Recognizing a word is not always as simple task as one would think. Sometimes a sequence of letters between whitespaces is not a meaningful unit. Consider, for example the sequence New York-based. Dividing this into two tokens or words: New and York-based would not make much sense and would cause troubles in any later stage of processing. This task is called tokenization.

Recognizing a sentece is a small thing that makes life easier in two ways. First, the rest of the analysis process works better when a meaningful processing unit is recognized, and second, higher level applications on the top of basic NLP perform better.

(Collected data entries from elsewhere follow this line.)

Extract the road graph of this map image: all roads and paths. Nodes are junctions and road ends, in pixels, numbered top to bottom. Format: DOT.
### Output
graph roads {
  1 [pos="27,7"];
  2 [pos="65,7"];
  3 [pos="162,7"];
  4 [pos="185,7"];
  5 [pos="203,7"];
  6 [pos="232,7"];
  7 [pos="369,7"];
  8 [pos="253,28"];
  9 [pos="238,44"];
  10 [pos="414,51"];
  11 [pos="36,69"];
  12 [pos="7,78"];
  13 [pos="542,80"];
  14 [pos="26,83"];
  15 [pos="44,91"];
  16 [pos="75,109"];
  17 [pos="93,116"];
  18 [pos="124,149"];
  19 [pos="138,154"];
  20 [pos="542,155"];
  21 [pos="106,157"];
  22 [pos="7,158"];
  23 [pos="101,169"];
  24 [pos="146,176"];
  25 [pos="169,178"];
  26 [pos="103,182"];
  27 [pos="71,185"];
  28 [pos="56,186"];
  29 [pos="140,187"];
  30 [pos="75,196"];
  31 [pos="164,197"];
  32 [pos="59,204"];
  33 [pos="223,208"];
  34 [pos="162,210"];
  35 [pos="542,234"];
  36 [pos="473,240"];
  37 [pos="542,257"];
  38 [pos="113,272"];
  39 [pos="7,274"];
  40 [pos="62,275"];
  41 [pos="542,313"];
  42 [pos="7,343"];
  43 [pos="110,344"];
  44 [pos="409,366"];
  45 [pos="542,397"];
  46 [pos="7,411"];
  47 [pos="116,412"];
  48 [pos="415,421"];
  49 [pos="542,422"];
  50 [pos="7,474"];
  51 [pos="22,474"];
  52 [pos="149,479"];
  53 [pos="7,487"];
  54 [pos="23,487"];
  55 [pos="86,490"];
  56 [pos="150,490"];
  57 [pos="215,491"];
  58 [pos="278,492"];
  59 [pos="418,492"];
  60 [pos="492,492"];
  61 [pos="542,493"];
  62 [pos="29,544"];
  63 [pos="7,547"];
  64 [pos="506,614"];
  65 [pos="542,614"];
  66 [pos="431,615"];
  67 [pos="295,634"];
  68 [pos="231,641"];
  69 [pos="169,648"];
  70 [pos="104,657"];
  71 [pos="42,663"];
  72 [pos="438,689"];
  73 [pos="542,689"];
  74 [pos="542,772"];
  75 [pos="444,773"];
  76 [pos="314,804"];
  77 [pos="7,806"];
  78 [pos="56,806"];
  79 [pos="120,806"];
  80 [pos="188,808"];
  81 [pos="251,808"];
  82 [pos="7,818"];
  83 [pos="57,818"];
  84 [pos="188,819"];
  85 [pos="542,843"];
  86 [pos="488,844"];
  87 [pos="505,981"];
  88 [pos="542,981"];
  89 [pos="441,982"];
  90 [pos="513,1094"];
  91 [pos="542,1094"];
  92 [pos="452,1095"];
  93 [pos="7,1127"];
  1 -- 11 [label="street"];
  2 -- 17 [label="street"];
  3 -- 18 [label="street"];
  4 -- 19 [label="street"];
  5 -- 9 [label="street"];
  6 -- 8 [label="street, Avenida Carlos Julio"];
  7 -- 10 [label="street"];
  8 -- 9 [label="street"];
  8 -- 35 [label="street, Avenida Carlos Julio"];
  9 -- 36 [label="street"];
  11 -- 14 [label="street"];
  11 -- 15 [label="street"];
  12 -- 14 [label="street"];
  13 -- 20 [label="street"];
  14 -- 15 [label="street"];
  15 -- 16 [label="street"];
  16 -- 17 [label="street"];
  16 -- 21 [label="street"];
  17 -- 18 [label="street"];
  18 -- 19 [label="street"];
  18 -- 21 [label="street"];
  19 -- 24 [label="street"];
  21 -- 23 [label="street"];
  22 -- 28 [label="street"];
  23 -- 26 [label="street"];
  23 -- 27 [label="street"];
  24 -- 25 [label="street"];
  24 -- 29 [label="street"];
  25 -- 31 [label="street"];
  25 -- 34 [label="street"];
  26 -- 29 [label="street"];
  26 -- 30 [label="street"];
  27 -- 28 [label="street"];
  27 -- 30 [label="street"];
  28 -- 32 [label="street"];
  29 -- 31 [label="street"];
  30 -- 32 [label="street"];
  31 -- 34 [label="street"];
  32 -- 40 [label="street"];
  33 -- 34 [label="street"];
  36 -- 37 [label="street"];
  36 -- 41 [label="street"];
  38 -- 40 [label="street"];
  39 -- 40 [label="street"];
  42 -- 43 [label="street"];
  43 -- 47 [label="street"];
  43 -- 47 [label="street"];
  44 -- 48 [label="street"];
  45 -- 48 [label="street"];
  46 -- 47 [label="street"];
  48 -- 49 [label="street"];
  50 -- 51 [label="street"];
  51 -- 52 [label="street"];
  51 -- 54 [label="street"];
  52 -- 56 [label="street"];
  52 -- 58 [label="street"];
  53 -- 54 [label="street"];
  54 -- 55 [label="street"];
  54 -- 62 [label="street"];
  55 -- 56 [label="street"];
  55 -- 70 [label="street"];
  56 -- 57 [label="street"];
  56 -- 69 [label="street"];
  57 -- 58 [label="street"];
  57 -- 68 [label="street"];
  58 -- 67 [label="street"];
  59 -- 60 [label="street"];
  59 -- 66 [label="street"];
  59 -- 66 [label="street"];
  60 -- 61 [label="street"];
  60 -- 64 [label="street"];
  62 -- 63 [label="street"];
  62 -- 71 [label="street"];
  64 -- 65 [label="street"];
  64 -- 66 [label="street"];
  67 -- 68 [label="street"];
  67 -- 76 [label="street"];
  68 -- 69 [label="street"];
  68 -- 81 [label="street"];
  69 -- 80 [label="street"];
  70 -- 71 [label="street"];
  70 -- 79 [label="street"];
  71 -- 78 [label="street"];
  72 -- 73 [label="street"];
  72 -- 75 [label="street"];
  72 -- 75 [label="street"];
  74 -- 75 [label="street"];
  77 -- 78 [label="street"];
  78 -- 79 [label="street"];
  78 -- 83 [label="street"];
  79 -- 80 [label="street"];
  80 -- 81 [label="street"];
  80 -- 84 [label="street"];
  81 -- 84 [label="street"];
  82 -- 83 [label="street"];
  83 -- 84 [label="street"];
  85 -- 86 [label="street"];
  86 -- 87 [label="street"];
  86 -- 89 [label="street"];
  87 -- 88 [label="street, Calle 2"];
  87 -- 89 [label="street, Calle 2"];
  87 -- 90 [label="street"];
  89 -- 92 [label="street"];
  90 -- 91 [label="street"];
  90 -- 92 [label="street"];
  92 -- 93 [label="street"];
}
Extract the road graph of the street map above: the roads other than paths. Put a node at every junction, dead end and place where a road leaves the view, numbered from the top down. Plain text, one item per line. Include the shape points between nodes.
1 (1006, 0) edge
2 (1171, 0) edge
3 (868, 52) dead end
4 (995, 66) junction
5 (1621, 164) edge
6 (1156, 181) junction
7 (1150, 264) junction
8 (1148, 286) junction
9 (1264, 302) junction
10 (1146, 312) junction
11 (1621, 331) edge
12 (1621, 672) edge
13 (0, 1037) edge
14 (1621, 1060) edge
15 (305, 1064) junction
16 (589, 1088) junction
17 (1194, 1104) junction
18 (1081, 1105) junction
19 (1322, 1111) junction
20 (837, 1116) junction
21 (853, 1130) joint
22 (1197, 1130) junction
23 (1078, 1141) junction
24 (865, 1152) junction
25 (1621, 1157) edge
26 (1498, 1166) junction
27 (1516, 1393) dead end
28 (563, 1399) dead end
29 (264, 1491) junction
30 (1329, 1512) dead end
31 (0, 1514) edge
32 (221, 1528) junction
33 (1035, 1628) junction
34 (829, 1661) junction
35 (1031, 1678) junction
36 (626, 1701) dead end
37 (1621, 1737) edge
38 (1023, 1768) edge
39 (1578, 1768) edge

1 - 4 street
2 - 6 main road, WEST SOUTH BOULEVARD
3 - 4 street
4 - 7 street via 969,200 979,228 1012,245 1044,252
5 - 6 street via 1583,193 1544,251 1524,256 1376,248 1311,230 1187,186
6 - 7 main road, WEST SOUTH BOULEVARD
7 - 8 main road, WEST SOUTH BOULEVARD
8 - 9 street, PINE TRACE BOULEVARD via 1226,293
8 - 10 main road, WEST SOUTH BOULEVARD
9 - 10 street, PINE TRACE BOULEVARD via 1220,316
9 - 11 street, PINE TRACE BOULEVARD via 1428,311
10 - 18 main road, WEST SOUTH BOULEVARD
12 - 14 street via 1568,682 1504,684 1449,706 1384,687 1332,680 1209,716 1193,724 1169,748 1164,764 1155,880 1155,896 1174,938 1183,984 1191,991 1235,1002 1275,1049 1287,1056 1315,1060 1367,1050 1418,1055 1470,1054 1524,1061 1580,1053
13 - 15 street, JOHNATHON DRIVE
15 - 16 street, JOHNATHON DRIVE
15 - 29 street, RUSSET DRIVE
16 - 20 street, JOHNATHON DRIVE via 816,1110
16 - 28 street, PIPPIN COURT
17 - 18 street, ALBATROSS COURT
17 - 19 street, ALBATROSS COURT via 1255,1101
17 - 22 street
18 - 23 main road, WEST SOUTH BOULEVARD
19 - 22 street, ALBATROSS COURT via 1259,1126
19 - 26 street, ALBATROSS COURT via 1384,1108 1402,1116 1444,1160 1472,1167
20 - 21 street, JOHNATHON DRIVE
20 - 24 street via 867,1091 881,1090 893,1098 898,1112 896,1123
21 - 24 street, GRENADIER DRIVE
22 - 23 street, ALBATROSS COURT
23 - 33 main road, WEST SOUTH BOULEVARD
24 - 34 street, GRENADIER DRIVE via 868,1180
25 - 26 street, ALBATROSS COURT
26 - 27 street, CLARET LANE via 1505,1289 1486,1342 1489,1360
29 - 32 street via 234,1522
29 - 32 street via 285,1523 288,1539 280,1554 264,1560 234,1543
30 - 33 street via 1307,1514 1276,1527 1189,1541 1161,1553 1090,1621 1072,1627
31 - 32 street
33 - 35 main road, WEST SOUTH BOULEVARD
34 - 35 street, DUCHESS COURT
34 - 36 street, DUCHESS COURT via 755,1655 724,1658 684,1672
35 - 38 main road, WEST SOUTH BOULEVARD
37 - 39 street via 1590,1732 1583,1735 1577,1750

In most languages words may have several different forms. While in English the number of forms is quite limited: the word small has inflected forms smaller and smallest, in Finnish this same word pieni has some 18.000 different inflected forms. This task is called morphological analysis or lemmatization depending on if we are using this in a bigger natural language parsing system or in a search application.

When one is creating an intelligent application, it is not about words. It is about things. Or it can be about ontologies and linked data between many domains. The NLP tagger should support this by making good base analysis that makes it easy to apply it to external semantic information. Consider, for instance, word compounds like New York and White House. The words new and white do not contain any relevant information. It is not a challenge with proper nouns only but also in words coming from foreign sources with a rare usage of the words (like a priori), or even in any text where you do not even notice when reading it: olive oil is not the same as crude oil. This task is called named entity recoginition and noun phrase detection.

Our tagging program is called Machinese Phrase Tagger.
The supported languages are English, German, French, Spanish, Italian, Dutch, Russian, Swedish, Danish, Norwegian and Finnish.